I wonder if you remember this song from the musical ‘Fiddler on the roof‘ made some years ago now? I was looking out of a front room window at home the other day looking at the sight of a cool Sun hidden behind the thin layer of clouds. It must have been exactly due south as it had reached the highest point in the sky. Directly beneath the sun is the house opposite ours and the sun was exactly positioned above it by a few degrees. It was only a matter of a few weeks ago that we couldn’t see the sun at its highest point in the day because it wasn’t high enough to see over the house. As we approach spring and then Summer the Sun will still be positioned directly above that house at its highest point although much higher in the sky and one hour later by our clocks as they go forward an hour in March.

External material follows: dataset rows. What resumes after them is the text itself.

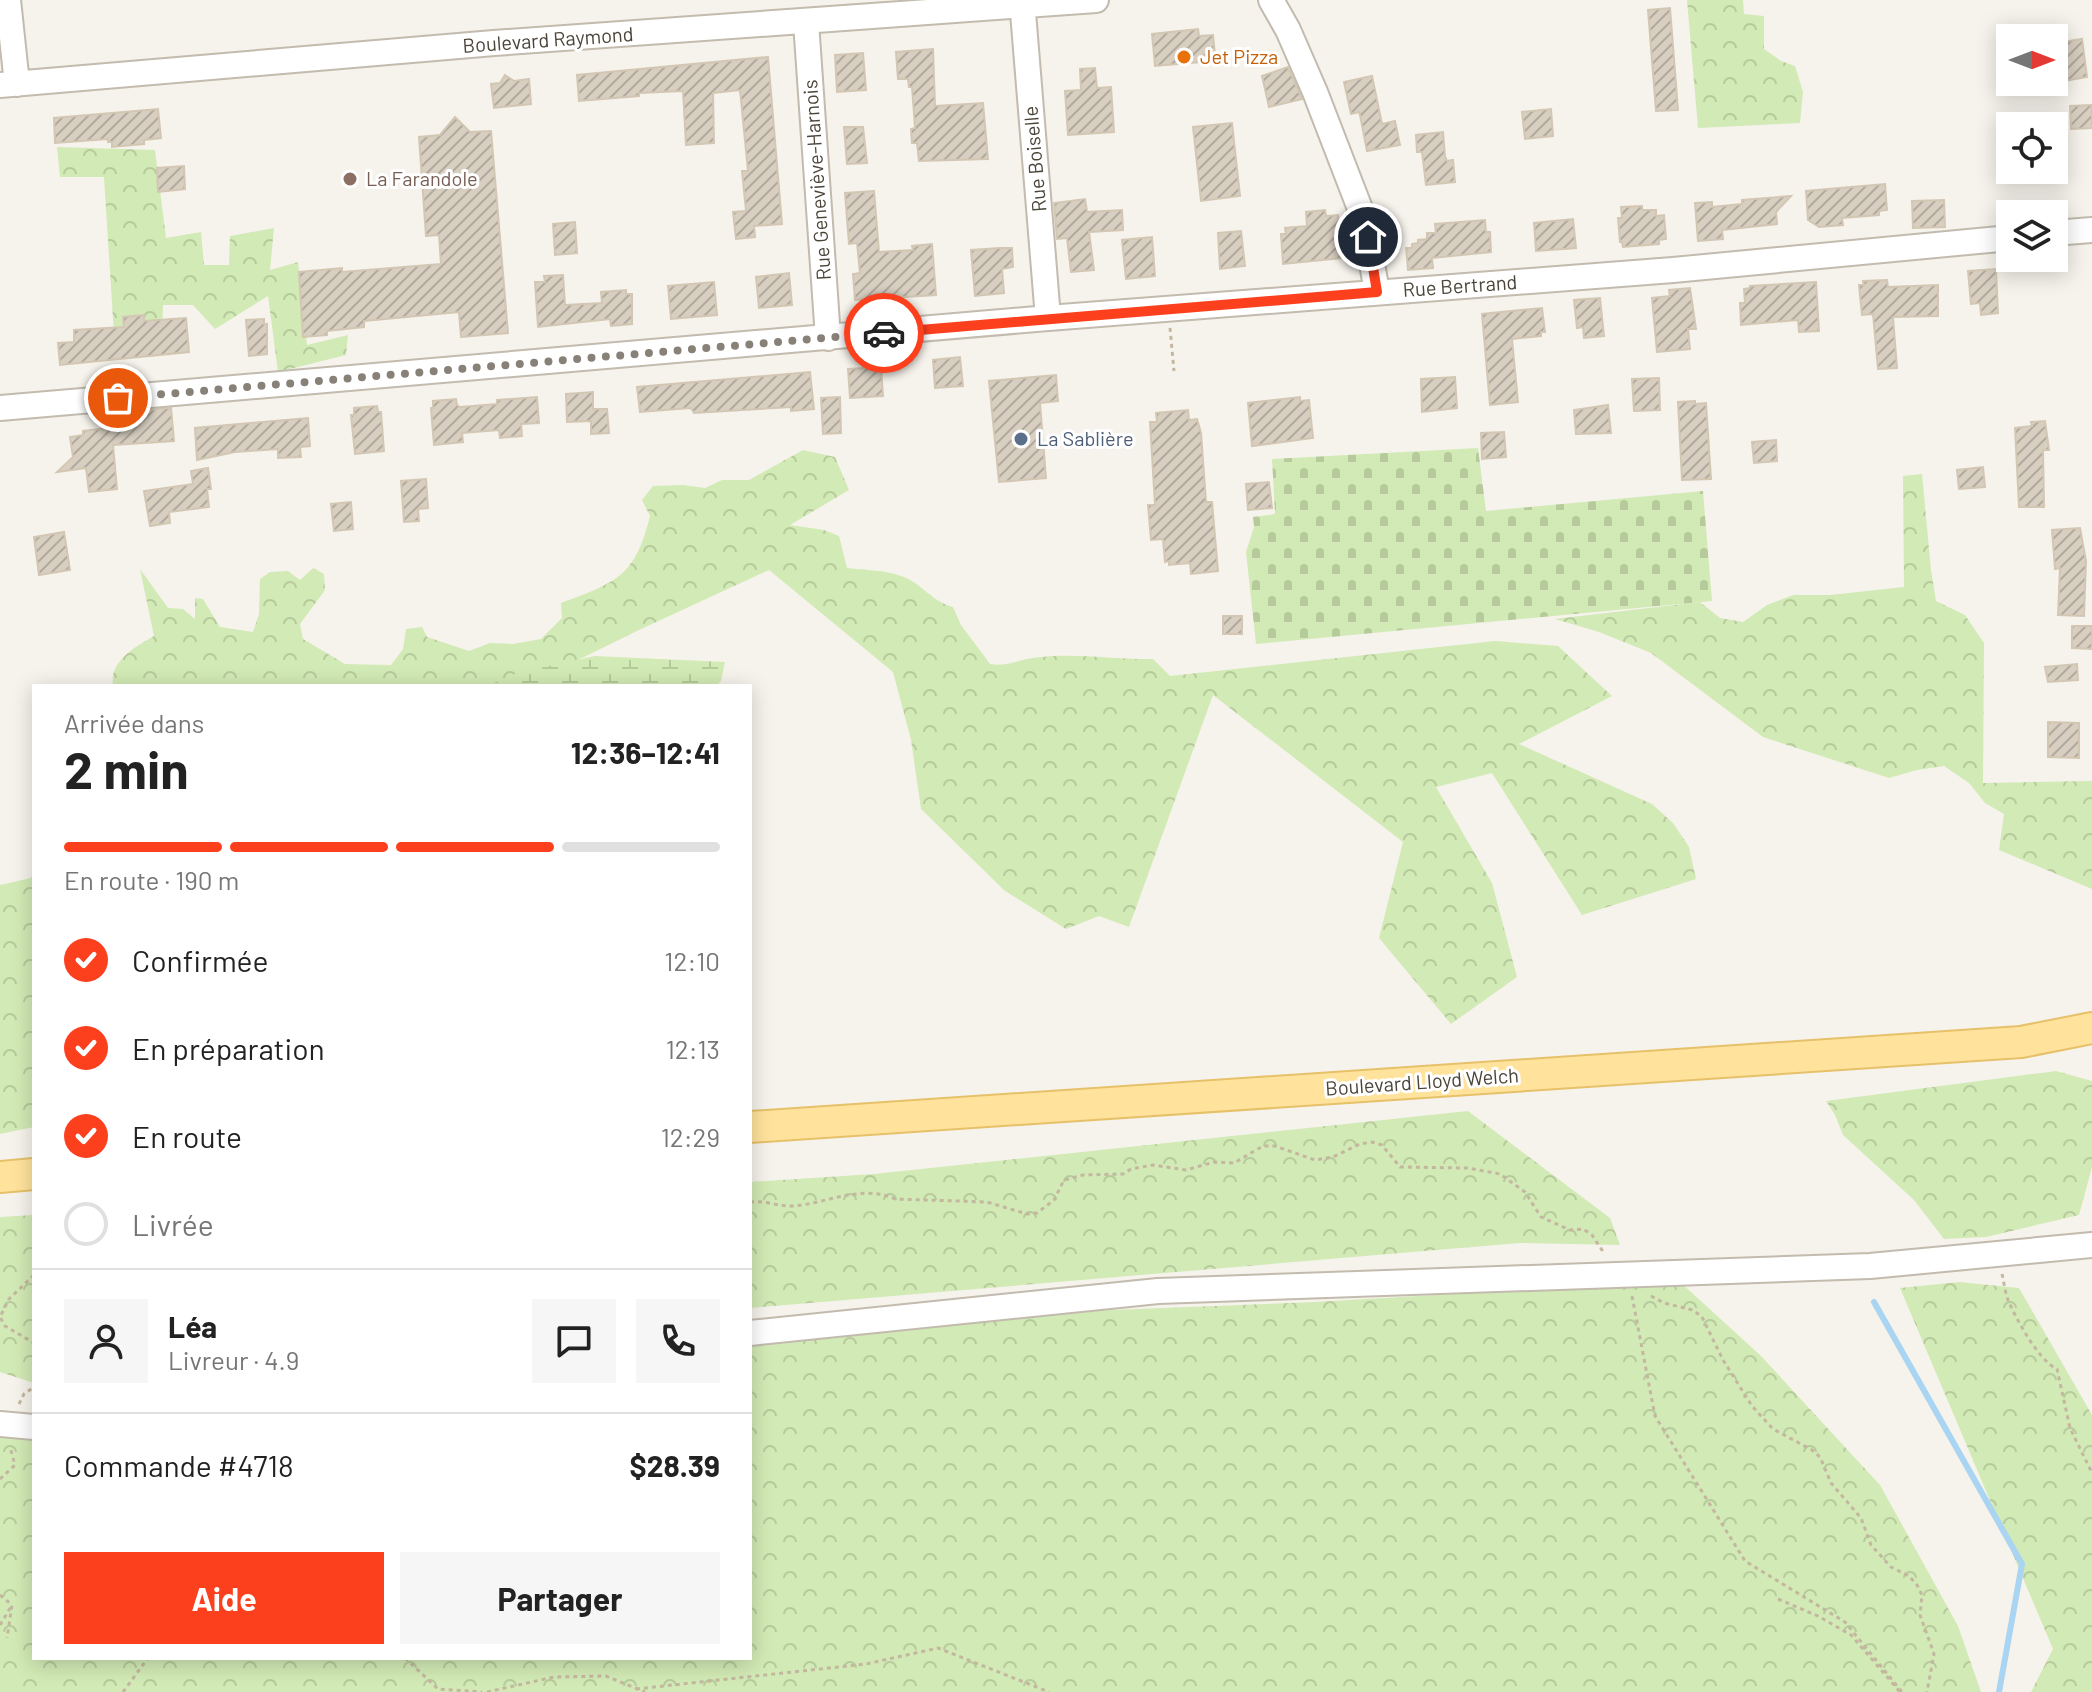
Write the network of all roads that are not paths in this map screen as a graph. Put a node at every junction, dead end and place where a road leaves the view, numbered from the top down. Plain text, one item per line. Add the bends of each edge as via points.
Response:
1 (8, 0) edge
2 (1096, 0) edge
3 (1271, 0) edge
4 (1022, 3) edge
5 (806, 22) junction
6 (9, 84) edge
7 (2092, 230) edge
8 (2068, 232) edge
9 (1996, 239) edge
10 (1377, 292) junction
11 (1048, 318) junction
12 (828, 338) junction
13 (0, 408) edge
14 (2092, 1028) edge
15 (752, 1127) edge
16 (32, 1174) edge
17 (0, 1177) edge
18 (2092, 1245) edge
19 (752, 1333) edge
20 (0, 1424) edge
21 (32, 1427) edge

1 - 6 street
2 - 4 street, Boulevard Raymond
3 - 10 street via 1315,92 1364,219
4 - 5 street, Boulevard Raymond
4 - 11 street, Rue Boiselle
5 - 6 street, Boulevard Raymond
5 - 12 street, Rue Geneviève-Harnois
7 - 8 street
9 - 10 street, Rue Bertrand
10 - 11 street, Rue Bertrand
11 - 12 street, Rue Bertrand
12 - 13 street, Rue Bertrand
14 - 15 main road, Boulevard Lloyd Welch via 2021,1042
16 - 17 main road
18 - 19 street via 1870,1266 1158,1291
20 - 21 street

This song sprang to memory whilst I was looking at the cold Sun and it reminded me of days long since passed in my youth when the world seemed a totally different place. I began to think of the things of life, love, marriage, good times and how it used to be. It brought tears to my eyes knowing that all that is passed can never return and the world continues to turn. One day soon turns into the next, years seem to fly by and all we are left with are memories.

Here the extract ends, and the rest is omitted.